Welcome to Michael Milken's living room: a fire marshal's nightmare crammed full of people who have money or power, want money or power, or are willing to pay several thousand dollars to be near any and all of the above.
At least 3,000 people are packed into this week's high-powered salon, which is not actually being held in Milken's Encino home (too small) but at his longtime haunt, the Beverly Hilton. They have come to hobnob with the junk-bond-king-turned-philanthropist and hear the musings of his marquee friends, people with names such as Murdoch, Pickens, Turner and Broad. (As in Rupert, T. Boone, Ted and Eli.)

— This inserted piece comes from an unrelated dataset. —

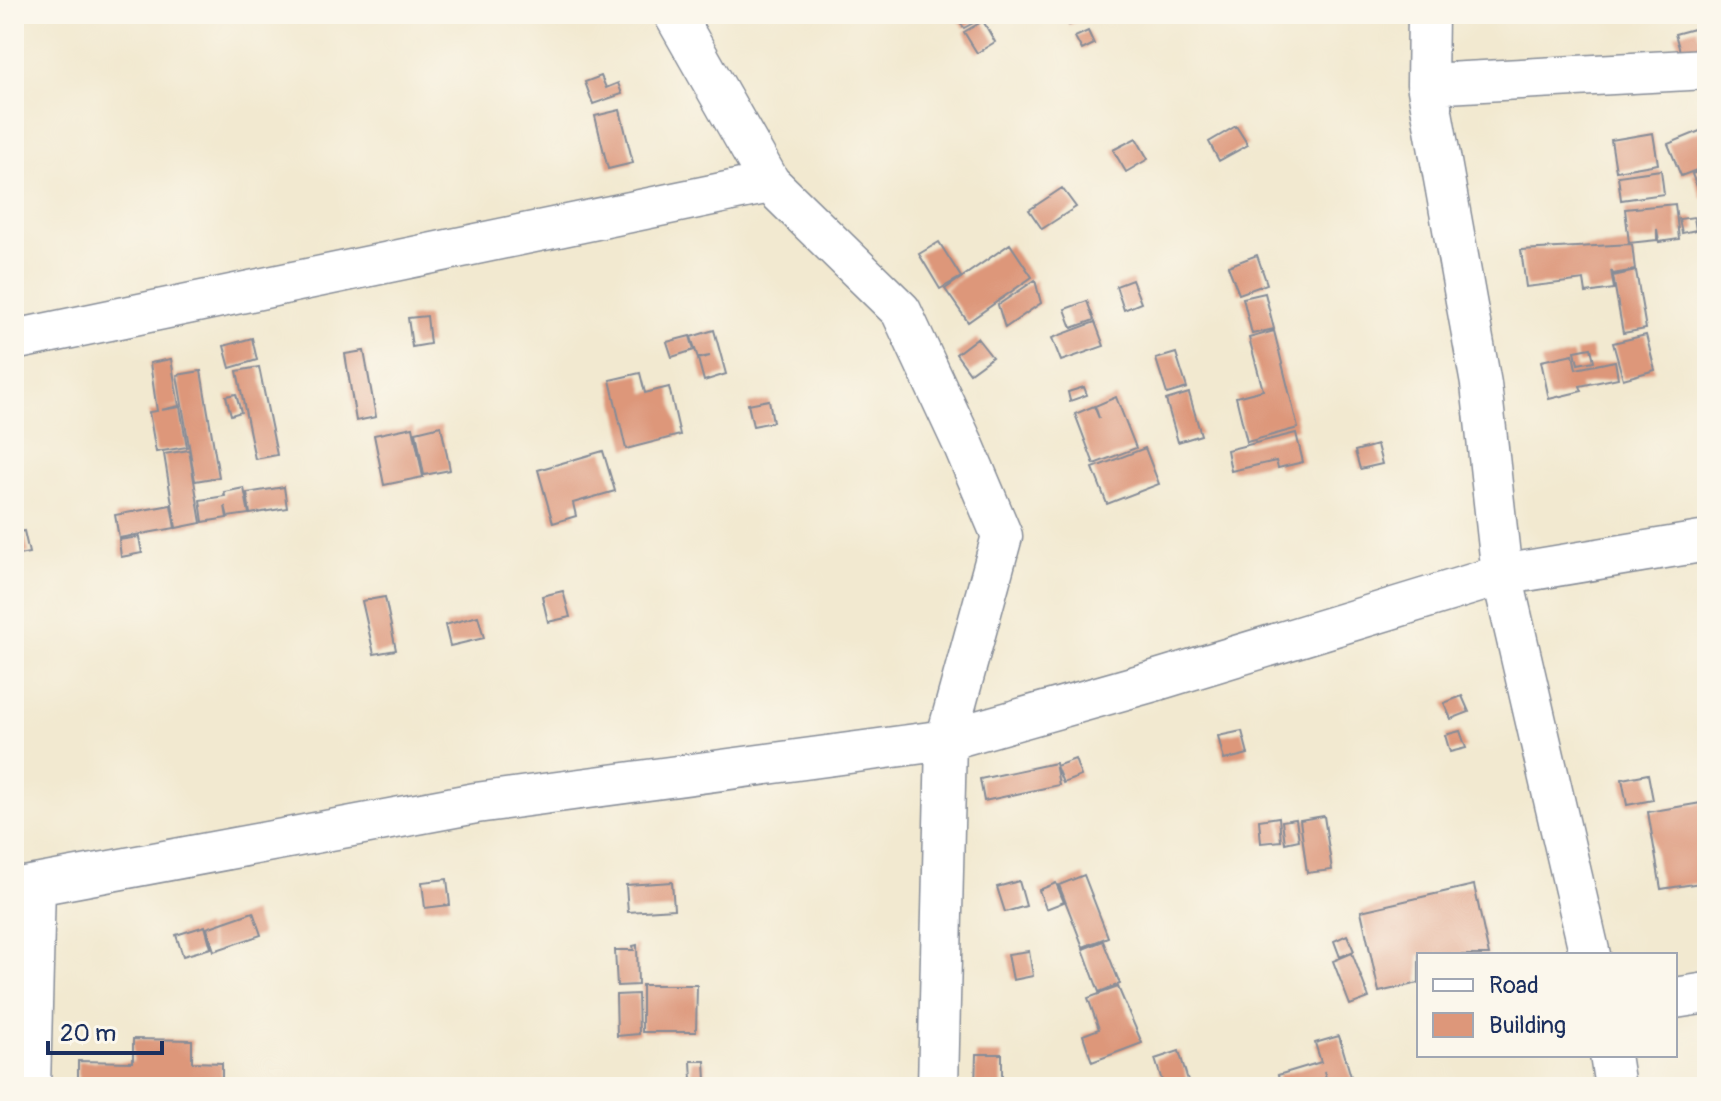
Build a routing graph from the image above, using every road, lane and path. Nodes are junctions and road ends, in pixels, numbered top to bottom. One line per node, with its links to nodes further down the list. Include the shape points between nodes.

Don't bother asking. It's sold out.
Not so a decade ago. When the Milken Institute Global Conference debuted in 1998, the world was reeling from the meltdown of Asia's financial markets, and organizers struggled to fill the seats while fretting that they could attract only financiers and policy wonks. Milken, the 1980s Wall Street wizard whose creative financing revolutionized financial markets but landed him in prison for securities fraud, had regained his freedom just five years before.

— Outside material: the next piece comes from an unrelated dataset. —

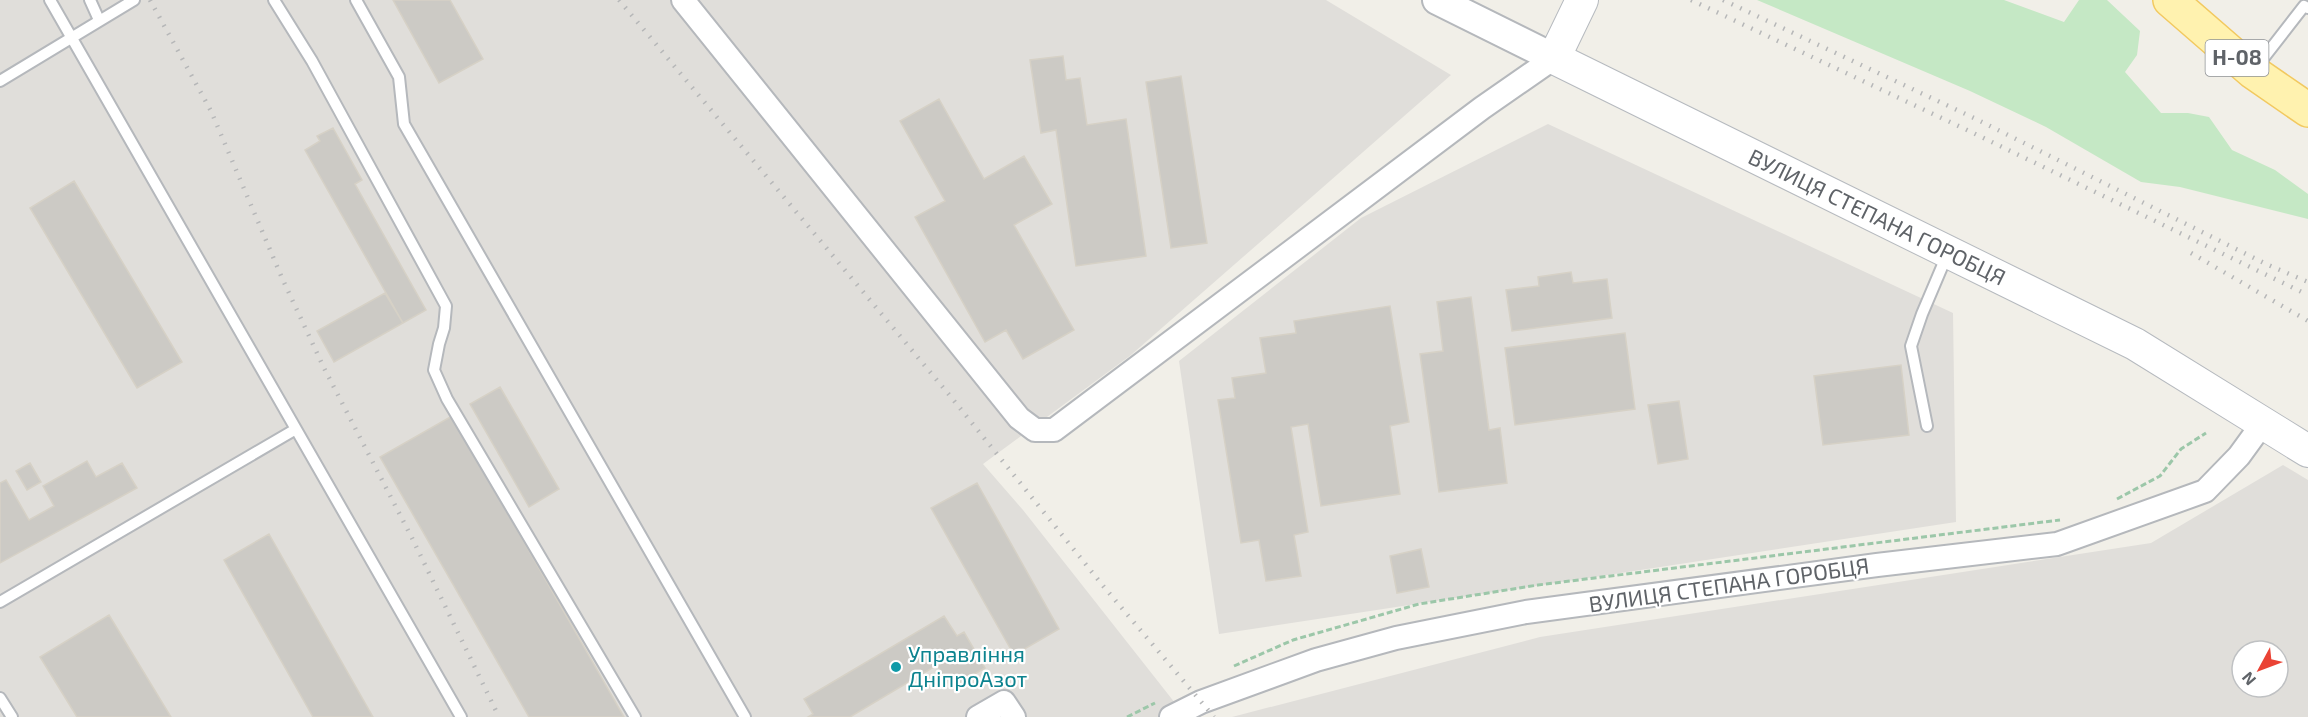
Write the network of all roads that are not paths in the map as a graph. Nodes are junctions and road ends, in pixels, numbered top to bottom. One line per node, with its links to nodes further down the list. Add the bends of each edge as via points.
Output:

Today that's old news. The event has grown into a confab of Hollywood heavyweights and political and academic stars -- even the occasional Olympian. Milken sets the agenda, and it's an eclectic one, from the future of K-12 education to the future of prostate cancer treatment to the future of capitalism. (Luckily for the high-net-worth gathering, the conclusion of Monday's panel of three Nobel laureates in economics was that the free-market system had one.)
Think the World Economic Forum in Davos, Switzerland, without the skiing and antiglobalization protesters and with better shopping. (Which is why some have dubbed this Davos West.) Or the Clinton Global Initiative without the presidential invitation and the $15,000 annual membership fee.

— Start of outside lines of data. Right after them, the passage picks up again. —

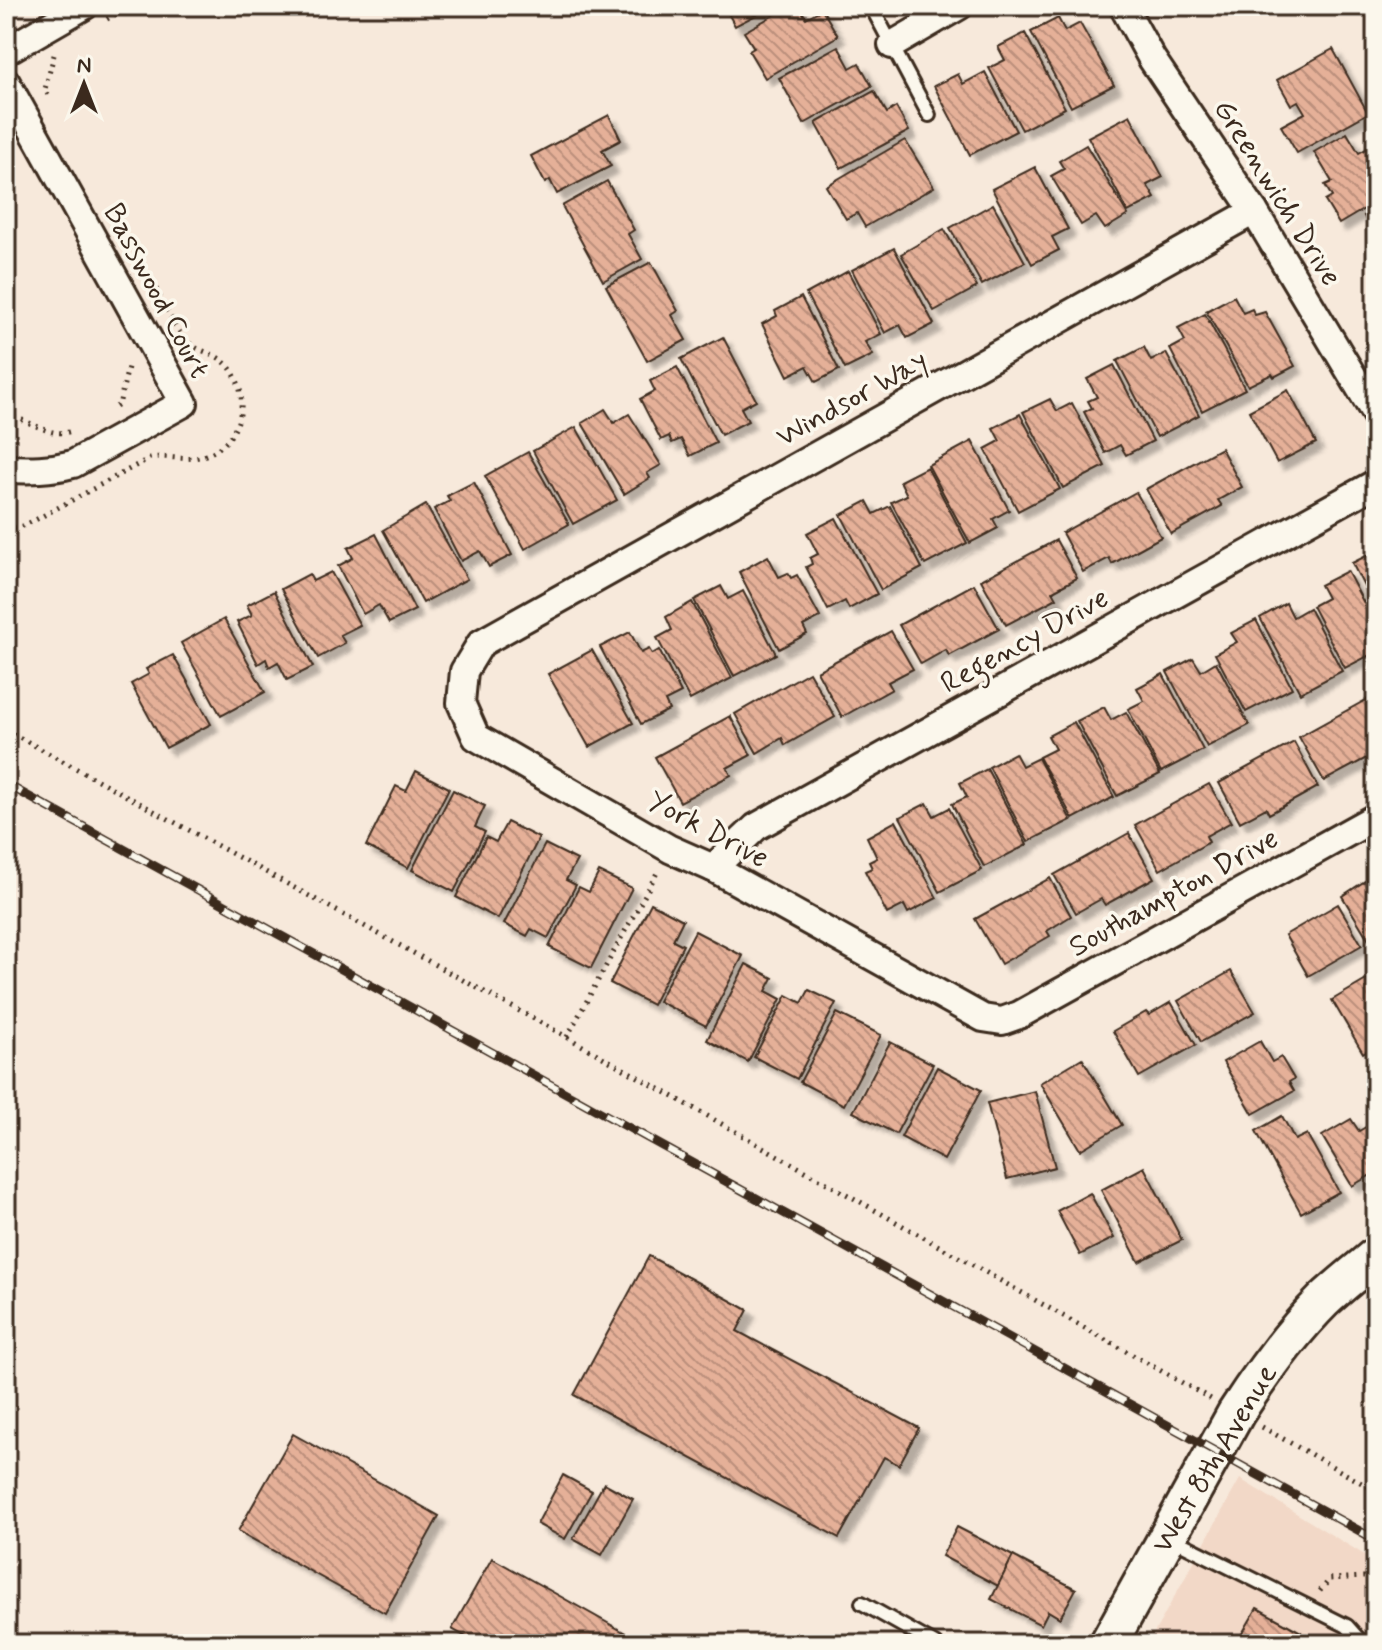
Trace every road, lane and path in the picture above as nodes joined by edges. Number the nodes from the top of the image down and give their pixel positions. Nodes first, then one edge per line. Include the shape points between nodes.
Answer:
1 (84, 6) edge
2 (871, 6) edge
3 (959, 6) edge
4 (1123, 6) edge
5 (892, 45) junction
6 (6, 51) edge
7 (6, 82) edge
8 (929, 115) dead end
9 (1254, 211) junction
10 (122, 351) dead end
11 (112, 410) dead end
12 (1376, 415) edge
13 (6, 416) edge
14 (76, 429) dead end
15 (6, 469) edge
16 (1376, 483) edge
17 (481, 643) joint
18 (6, 730) edge
19 (1376, 817) edge
20 (670, 849) junction
21 (713, 868) junction
22 (1002, 1021) joint
23 (567, 1037) junction
24 (1376, 1256) edge
25 (1205, 1396) dead end
26 (1264, 1429) dead end
27 (1376, 1491) edge
28 (1169, 1536) junction
29 (1376, 1583) edge
30 (862, 1603) dead end
31 (1306, 1606) junction
32 (935, 1644) edge
33 (1108, 1644) edge
34 (1363, 1644) edge

1 - 6 street
2 - 5 lane
3 - 5 street
4 - 9 street, Greenwich Drive via 1152,59
5 - 8 lane
7 - 15 street, Basswood Court via 184,403 73,464 35,471
9 - 12 street, Greenwich Drive
9 - 17 street, Windsor Way
10 - 11 path via 129,364 119,405
13 - 14 path via 48,432
16 - 21 street, Regency Drive via 756,827
17 - 20 street, York Drive via 464,671 461,703 476,737
18 - 23 path
19 - 22 street, Southampton Drive
20 - 21 street, York Drive
20 - 23 path
21 - 22 street, York Drive via 983,1018
23 - 25 path
24 - 28 street, West 8th Avenue via 1324,1300 1258,1380
26 - 27 path
28 - 31 lane
28 - 33 street, West 8th Avenue
29 - 31 path via 1364,1577 1330,1579
30 - 32 lane
31 - 34 lane via 1347,1626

There are a few echoes of the past: The four-day conference is held at the same hotel where Milken in the 1980s presided over what became known as the Predators' Ball -- a gathering of corporate takeover artists who used his high-yield junk bonds to finance their hostile bids. And the predominant attire is still the Wall Street power suit -- dark and tailored, shirt preferably white or light blue (all the better for that hallway interview with Bloomberg Television or face time with CNBC anchor Maria Bartiromo).
But the conference is about expanding minds as well as wallets.